Victoria Kent Gray is an artist and practice-led researcher, and has presented work nationally and internationally throughout the UK, Europe, USA and Canada.
With an initial conservatoire training in dance and somatic practice (1998 – 2004), her primary medium and material is the body. Her work has expanded to include actions, interventions, time-based sculpture and video, being presented in museums, galleries, and festivals in performance art, fine art and, choreographic contexts.
Since 2011, she has drawn on Body-Mind Centering as a methodology for performing the body inside-out; in this sense, the works have become “performed somatizations.” Often durational, the performance’s utilise slowness and stillness, in conjunction with performing unsighted, bringing a cellular-attention to kinesthetic sensations. The work aims to bring dormant traumatic memory to consciousness, specifically, that which subsists at the sentient level of the bones, muscles, organs, fluids, glands and nerves. This cellular-attention aims to disturb “common-sense” hierarchies of sensory organisation, activating the political potential of a body that is intimately attuned to affective experience.
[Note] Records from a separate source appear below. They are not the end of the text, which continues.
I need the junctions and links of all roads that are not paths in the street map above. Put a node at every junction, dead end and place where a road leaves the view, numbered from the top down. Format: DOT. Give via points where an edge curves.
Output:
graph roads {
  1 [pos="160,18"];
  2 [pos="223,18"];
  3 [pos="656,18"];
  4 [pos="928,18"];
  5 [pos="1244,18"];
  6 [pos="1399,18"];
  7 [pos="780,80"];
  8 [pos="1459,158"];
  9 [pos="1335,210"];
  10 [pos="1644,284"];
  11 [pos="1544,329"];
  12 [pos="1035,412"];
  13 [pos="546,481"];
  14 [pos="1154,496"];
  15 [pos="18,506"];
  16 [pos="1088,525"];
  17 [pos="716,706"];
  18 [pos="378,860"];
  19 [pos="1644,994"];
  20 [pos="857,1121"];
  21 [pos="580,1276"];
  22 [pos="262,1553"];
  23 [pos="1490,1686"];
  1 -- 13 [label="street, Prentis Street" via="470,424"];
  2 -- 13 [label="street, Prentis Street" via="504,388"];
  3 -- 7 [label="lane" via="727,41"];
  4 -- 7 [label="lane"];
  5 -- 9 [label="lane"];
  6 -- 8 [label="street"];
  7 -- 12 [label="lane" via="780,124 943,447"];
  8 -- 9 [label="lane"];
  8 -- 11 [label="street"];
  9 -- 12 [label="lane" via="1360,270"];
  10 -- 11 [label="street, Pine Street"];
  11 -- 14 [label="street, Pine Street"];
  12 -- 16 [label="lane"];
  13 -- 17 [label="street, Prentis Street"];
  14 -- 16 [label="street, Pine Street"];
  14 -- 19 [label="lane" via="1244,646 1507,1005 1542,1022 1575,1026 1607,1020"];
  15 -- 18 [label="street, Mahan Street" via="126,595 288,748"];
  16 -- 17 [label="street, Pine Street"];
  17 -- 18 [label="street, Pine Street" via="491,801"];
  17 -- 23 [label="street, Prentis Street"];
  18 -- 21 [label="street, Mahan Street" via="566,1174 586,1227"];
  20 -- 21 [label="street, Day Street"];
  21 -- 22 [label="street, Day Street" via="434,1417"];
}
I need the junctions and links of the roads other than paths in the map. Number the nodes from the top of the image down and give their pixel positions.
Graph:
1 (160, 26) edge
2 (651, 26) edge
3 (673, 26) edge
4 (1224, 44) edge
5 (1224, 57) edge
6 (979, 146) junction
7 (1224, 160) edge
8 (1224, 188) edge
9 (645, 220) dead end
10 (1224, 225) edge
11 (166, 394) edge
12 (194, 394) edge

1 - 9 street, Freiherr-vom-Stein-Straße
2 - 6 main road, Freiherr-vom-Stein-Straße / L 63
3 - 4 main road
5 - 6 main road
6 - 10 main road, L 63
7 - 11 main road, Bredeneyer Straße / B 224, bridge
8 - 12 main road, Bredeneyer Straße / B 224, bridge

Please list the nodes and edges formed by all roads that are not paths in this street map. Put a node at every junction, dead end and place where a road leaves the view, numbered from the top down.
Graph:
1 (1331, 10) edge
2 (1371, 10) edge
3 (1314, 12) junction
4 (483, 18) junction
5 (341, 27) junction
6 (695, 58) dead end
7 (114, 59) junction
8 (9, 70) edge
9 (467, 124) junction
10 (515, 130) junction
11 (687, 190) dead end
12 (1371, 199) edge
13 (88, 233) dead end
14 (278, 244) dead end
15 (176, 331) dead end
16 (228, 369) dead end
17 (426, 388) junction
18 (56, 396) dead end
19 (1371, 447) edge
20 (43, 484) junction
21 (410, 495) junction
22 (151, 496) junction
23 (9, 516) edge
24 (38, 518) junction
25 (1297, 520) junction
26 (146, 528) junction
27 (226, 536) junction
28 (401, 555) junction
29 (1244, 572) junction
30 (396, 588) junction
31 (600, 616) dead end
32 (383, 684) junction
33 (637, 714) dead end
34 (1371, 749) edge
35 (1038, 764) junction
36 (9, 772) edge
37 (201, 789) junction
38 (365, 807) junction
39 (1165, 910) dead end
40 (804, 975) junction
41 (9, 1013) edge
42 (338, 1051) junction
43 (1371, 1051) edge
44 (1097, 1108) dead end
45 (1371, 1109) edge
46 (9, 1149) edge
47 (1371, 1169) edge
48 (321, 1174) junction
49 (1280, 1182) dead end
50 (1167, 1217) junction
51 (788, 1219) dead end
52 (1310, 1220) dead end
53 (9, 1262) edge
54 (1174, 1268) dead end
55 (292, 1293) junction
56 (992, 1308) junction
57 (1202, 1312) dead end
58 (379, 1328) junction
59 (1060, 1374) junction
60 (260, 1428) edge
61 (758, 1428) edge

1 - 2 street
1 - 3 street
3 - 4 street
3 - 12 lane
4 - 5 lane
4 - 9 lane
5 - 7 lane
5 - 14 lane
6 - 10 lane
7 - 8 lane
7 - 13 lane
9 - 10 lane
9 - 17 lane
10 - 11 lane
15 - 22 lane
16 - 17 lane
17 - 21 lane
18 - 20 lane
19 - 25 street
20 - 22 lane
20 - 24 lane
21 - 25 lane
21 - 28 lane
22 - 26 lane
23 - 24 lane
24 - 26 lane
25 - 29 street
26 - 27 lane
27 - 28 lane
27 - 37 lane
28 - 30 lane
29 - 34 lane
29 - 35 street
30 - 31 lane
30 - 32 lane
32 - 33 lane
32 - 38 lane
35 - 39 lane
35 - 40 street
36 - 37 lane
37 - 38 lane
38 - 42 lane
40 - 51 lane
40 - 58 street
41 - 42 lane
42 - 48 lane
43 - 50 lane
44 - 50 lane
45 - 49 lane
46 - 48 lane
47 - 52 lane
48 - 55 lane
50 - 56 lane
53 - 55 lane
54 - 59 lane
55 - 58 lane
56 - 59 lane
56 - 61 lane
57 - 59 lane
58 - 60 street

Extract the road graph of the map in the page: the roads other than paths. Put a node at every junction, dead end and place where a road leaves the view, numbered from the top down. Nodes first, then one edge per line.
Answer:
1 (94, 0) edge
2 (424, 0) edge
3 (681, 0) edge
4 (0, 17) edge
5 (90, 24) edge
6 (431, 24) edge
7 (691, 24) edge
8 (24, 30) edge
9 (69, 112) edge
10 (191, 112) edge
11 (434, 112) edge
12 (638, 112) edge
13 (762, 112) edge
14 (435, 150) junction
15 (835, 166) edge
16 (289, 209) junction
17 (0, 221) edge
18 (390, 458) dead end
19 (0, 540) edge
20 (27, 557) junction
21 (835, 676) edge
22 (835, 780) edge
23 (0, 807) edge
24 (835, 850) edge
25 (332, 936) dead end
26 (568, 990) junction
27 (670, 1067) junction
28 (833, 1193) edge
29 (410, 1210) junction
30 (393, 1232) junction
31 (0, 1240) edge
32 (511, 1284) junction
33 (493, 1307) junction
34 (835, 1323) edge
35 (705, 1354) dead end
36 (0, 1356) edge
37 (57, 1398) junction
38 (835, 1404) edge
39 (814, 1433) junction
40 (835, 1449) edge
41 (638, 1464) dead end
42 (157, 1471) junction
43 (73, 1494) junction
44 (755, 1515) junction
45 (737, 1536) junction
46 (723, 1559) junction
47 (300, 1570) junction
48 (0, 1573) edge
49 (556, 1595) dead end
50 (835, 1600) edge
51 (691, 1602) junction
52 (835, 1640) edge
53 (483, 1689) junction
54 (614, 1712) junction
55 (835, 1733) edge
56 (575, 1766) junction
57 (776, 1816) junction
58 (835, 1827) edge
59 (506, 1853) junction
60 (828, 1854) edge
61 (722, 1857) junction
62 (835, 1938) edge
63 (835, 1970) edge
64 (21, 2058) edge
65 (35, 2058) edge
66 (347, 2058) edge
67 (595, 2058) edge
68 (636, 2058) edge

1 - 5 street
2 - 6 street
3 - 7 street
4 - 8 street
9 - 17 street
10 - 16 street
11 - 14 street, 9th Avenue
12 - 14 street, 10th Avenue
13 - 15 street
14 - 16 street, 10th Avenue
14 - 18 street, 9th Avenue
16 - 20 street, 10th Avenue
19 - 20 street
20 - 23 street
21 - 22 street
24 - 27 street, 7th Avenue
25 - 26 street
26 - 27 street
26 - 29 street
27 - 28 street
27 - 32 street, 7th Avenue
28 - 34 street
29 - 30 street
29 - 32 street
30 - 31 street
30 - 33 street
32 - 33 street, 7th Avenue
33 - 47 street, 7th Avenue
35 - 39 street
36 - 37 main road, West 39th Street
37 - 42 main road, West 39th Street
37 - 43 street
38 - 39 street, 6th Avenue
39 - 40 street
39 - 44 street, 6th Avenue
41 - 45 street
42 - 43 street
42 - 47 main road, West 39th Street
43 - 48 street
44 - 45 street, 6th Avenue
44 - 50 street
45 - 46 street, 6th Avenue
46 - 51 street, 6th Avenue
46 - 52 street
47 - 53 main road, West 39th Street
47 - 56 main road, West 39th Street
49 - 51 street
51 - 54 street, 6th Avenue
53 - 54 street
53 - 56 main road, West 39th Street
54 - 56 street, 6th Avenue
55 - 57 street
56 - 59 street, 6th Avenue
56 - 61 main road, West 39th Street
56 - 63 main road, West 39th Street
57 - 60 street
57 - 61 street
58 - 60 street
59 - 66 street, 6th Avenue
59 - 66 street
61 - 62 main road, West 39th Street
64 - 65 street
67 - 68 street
Recent presentations include; FADO Performance Art Centre (Toronto, Canada), VIVA Art Action (Montréal, Canada), 5th Thessaloniki Biennale of Contemporary Art (Greece), The Tetley Centre for Contemporary Art & Learning (Leeds), Yorkshire Sculpture Park (Wakefield), Baltic 39 (Newcastle Upon Tyne), Royal Museums Greenwich (London), Siobhan Davies Studios (London), 8th Biennial of Photography (Poznan, Poland), Grace Exhibition Space (New York), and, Centre de Cultura de Dones Francesca Bonnemaison (Barcelona).
Currently she is a PhD candidate at Chelsea College of Art and Design, University of the Arts, London. Her thesis integrates affect studies, process philosophy, political theory, and somatics.